→ **REQUIRED ACTION**: Go through the listing and transcribe each line exactly.
━━ TASK MATERIAL
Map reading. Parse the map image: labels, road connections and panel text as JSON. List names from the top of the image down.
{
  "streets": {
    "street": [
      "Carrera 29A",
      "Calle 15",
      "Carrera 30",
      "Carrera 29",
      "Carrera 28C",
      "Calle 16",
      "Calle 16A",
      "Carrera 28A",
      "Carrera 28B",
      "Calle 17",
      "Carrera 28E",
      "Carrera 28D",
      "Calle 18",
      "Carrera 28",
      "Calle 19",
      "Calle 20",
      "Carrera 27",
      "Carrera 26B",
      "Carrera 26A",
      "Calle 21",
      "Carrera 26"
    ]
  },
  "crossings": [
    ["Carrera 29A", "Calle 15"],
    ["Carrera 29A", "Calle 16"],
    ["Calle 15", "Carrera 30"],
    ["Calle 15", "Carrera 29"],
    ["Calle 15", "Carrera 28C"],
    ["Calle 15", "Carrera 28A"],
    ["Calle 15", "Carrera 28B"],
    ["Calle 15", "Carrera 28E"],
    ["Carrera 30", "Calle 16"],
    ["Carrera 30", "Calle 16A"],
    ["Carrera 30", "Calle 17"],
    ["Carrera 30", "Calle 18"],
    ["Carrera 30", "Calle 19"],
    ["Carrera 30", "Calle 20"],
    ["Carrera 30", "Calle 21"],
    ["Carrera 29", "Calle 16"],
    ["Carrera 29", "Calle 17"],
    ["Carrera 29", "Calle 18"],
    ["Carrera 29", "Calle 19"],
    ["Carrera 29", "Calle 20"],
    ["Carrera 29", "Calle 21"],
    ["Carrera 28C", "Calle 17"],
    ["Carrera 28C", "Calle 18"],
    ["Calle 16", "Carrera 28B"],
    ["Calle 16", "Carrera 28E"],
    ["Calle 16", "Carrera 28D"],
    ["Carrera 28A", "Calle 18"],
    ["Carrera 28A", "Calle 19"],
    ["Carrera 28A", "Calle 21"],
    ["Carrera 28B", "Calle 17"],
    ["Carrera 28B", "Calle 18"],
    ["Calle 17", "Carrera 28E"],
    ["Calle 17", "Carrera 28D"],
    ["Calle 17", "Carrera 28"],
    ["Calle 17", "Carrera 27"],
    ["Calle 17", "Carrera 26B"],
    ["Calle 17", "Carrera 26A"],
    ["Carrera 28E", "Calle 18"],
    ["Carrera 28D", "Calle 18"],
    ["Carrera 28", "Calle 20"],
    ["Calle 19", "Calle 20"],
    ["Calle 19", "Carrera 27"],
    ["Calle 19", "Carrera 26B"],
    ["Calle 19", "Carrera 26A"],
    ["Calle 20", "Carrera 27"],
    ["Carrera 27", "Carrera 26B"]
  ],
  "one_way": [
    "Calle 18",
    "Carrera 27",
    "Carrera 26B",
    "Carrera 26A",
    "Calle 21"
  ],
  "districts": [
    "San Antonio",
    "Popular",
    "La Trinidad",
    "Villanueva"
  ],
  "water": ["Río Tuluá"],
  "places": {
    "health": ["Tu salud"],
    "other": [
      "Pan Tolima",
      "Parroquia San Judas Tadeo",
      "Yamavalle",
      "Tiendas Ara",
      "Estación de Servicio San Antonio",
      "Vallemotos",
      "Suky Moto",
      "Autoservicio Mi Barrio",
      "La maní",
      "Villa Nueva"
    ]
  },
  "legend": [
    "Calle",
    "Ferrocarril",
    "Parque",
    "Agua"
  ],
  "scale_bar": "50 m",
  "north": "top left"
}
━━━━
→ **ANSWER BELOW**:
Map reading. Parse the map image: labels, road connections and panel text as JSON. List names from the top of the image down.
{
  "streets": {
    "street": [
      "Carrera 29A",
      "Calle 15",
      "Carrera 30",
      "Carrera 29",
      "Carrera 28C",
      "Calle 16",
      "Calle 16A",
      "Carrera 28A",
      "Carrera 28B",
      "Calle 17",
      "Carrera 28E",
      "Carrera 28D",
      "Calle 18",
      "Carrera 28",
      "Calle 19",
      "Calle 20",
      "Carrera 27",
      "Carrera 26B",
      "Carrera 26A",
      "Calle 21",
      "Carrera 26"
    ]
  },
  "crossings": [
    ["Carrera 29A", "Calle 15"],
    ["Carrera 29A", "Calle 16"],
    ["Calle 15", "Carrera 30"],
    ["Calle 15", "Carrera 29"],
    ["Calle 15", "Carrera 28C"],
    ["Calle 15", "Carrera 28A"],
    ["Calle 15", "Carrera 28B"],
    ["Calle 15", "Carrera 28E"],
    ["Carrera 30", "Calle 16"],
    ["Carrera 30", "Calle 16A"],
    ["Carrera 30", "Calle 17"],
    ["Carrera 30", "Calle 18"],
    ["Carrera 30", "Calle 19"],
    ["Carrera 30", "Calle 20"],
    ["Carrera 30", "Calle 21"],
    ["Carrera 29", "Calle 16"],
    ["Carrera 29", "Calle 17"],
    ["Carrera 29", "Calle 18"],
    ["Carrera 29", "Calle 19"],
    ["Carrera 29", "Calle 20"],
    ["Carrera 29", "Calle 21"],
    ["Carrera 28C", "Calle 17"],
    ["Carrera 28C", "Calle 18"],
    ["Calle 16", "Carrera 28B"],
    ["Calle 16", "Carrera 28E"],
    ["Calle 16", "Carrera 28D"],
    ["Carrera 28A", "Calle 18"],
    ["Carrera 28A", "Calle 19"],
    ["Carrera 28A", "Calle 21"],
    ["Carrera 28B", "Calle 17"],
    ["Carrera 28B", "Calle 18"],
    ["Calle 17", "Carrera 28E"],
    ["Calle 17", "Carrera 28D"],
    ["Calle 17", "Carrera 28"],
    ["Calle 17", "Carrera 27"],
    ["Calle 17", "Carrera 26B"],
    ["Calle 17", "Carrera 26A"],
    ["Carrera 28E", "Calle 18"],
    ["Carrera 28D", "Calle 18"],
    ["Carrera 28", "Calle 20"],
    ["Calle 19", "Calle 20"],
    ["Calle 19", "Carrera 27"],
    ["Calle 19", "Carrera 26B"],
    ["Calle 19", "Carrera 26A"],
    ["Calle 20", "Carrera 27"],
    ["Carrera 27", "Carrera 26B"]
  ],
  "one_way": [
    "Calle 18",
    "Carrera 27",
    "Carrera 26B",
    "Carrera 26A",
    "Calle 21"
  ],
  "districts": [
    "San Antonio",
    "Popular",
    "La Trinidad",
    "Villanueva"
  ],
  "water": ["Río Tuluá"],
  "places": {
    "health": ["Tu salud"],
    "other": [
      "Pan Tolima",
      "Parroquia San Judas Tadeo",
      "Yamavalle",
      "Tiendas Ara",
      "Estación de Servicio San Antonio",
      "Vallemotos",
      "Suky Moto",
      "Autoservicio Mi Barrio",
      "La maní",
      "Villa Nueva"
    ]
  },
  "legend": [
    "Calle",
    "Ferrocarril",
    "Parque",
    "Agua"
  ],
  "scale_bar": "50 m",
  "north": "top left"
}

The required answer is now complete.